The point needs to be made, and it needs to be made again and again, that there is not enough brownfield land on registers—and certainly not enough viable sites in the right locations—to meet the demand for homes across the country. That is why we have taken a different approach to the green belt. We are committed to preserving green belts, which have served England’s towns and cities well over recent decades, not least in checking the unrestricted sprawl of large built-up areas and preventing neighbourhoods from merging into one another. We have acted quickly to replace the haphazard approach taken by the previous Government to green-belt designation and release with a more strategic and targeted approach.

I emphasise that Ministers do not themselves determine what, if any, grey-belt land is released in any given local planning authority area. It is for the local planning authority itself to determine whether exceptional circumstances exist that justify doing so. In those instances, we expect it first to demonstrate that it has examined fully all other reasonable options for meeting identified need for development, including making as much use as possible of suitable brownfield sites and underutilised land, optimising the density of development—a number of local authorities across the country are looking again at brownfield sites and exploring whether they can get additional density to make up housing numbers—and working with neighbouring authorities to assess whether identified need might be sensibly accommodated across borough boundaries.

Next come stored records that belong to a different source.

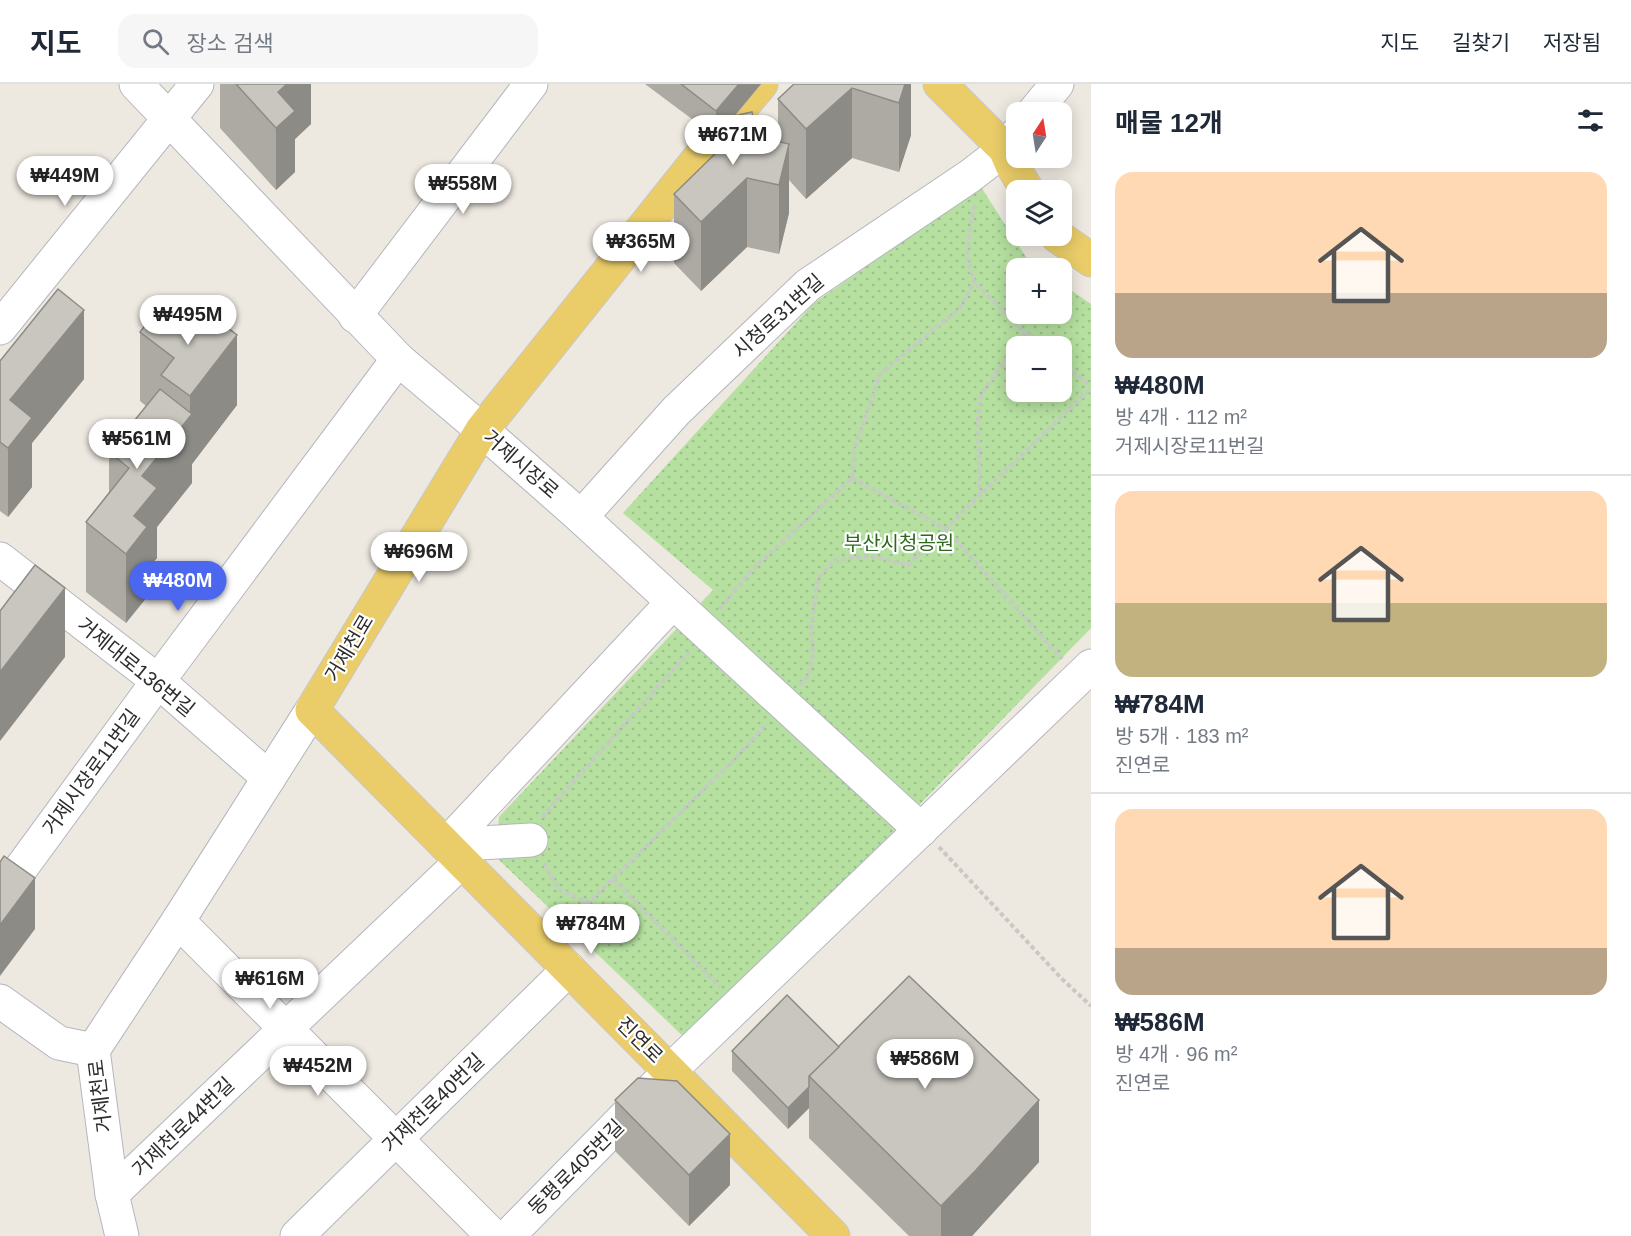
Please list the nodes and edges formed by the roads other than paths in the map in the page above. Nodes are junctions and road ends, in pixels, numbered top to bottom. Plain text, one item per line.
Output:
1 (136, 84) edge
2 (197, 84) edge
3 (531, 84) edge
4 (762, 84) edge
5 (940, 84) edge
6 (1057, 84) edge
7 (1042, 102) edge
8 (170, 118) junction
9 (1006, 138) edge
10 (1006, 146) edge
11 (1071, 246) edge
12 (1091, 260) edge
13 (355, 316) junction
14 (0, 328) edge
15 (398, 359) junction
16 (482, 430) junction
17 (580, 517) junction
18 (0, 559) edge
19 (673, 602) junction
20 (1085, 672) edge
21 (158, 681) junction
22 (312, 710) junction
23 (268, 778) junction
24 (921, 830) junction
25 (531, 840) road end
26 (452, 850) junction
27 (0, 897) edge
28 (178, 921) junction
29 (570, 969) junction
30 (0, 1001) edge
31 (286, 1029) junction
32 (93, 1050) junction
33 (670, 1072) junction
34 (396, 1139) junction
35 (112, 1194) junction
36 (122, 1236) edge
37 (297, 1236) edge
38 (493, 1236) edge
39 (508, 1236) edge
40 (833, 1236) edge

1 - 8 street, 거제시장로
2 - 8 street
3 - 13 street
4 - 16 main road, 거제천로
5 - 9 main road
6 - 7 street
8 - 13 street, 거제시장로
8 - 14 street
10 - 17 street, 시청로31번길
11 - 12 main road
13 - 15 street, 거제시장로
15 - 16 street, 거제시장로
15 - 21 street, 거제시장로11번길
16 - 17 street, 거제시장로
16 - 22 main road, 거제천로
17 - 19 street, 거제시장로
18 - 21 street, 거제대로136번길
19 - 24 street, 거제시장로
19 - 26 street
20 - 24 street, 동평로405번길
21 - 23 street, 거제대로136번길
21 - 27 street, 거제시장로11번길
22 - 23 street, 거제천로
22 - 26 main road, 진연로
23 - 28 street, 거제천로
24 - 33 street, 동평로405번길
25 - 26 street
26 - 29 main road, 진연로
26 - 31 street, 거제천로44번길
28 - 31 street
28 - 32 street, 거제천로
29 - 33 main road, 진연로
29 - 34 street, 거제천로40번길
30 - 32 street
31 - 34 street
31 - 35 street, 거제천로44번길
32 - 35 street, 거제천로
33 - 39 street, 동평로405번길
33 - 40 main road, 진연로
34 - 37 street, 거제천로40번길
34 - 38 street
35 - 36 street, 거제천로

Where those options have been exhausted, we expect local authorities to look again at green-belt land release. National policy makes it clear that, in those circumstances, local development plans must take a sequential approach: first exhaust previously developed land, then consider low-quality grey-belt land that is not previously developed, and only then consider other green-belt locations. Under our revised approach, the sustainability of green-belt sites must also be prioritised, and local planning authorities must pay particular attention to transport connections when considering whether grey belt is sustainably located.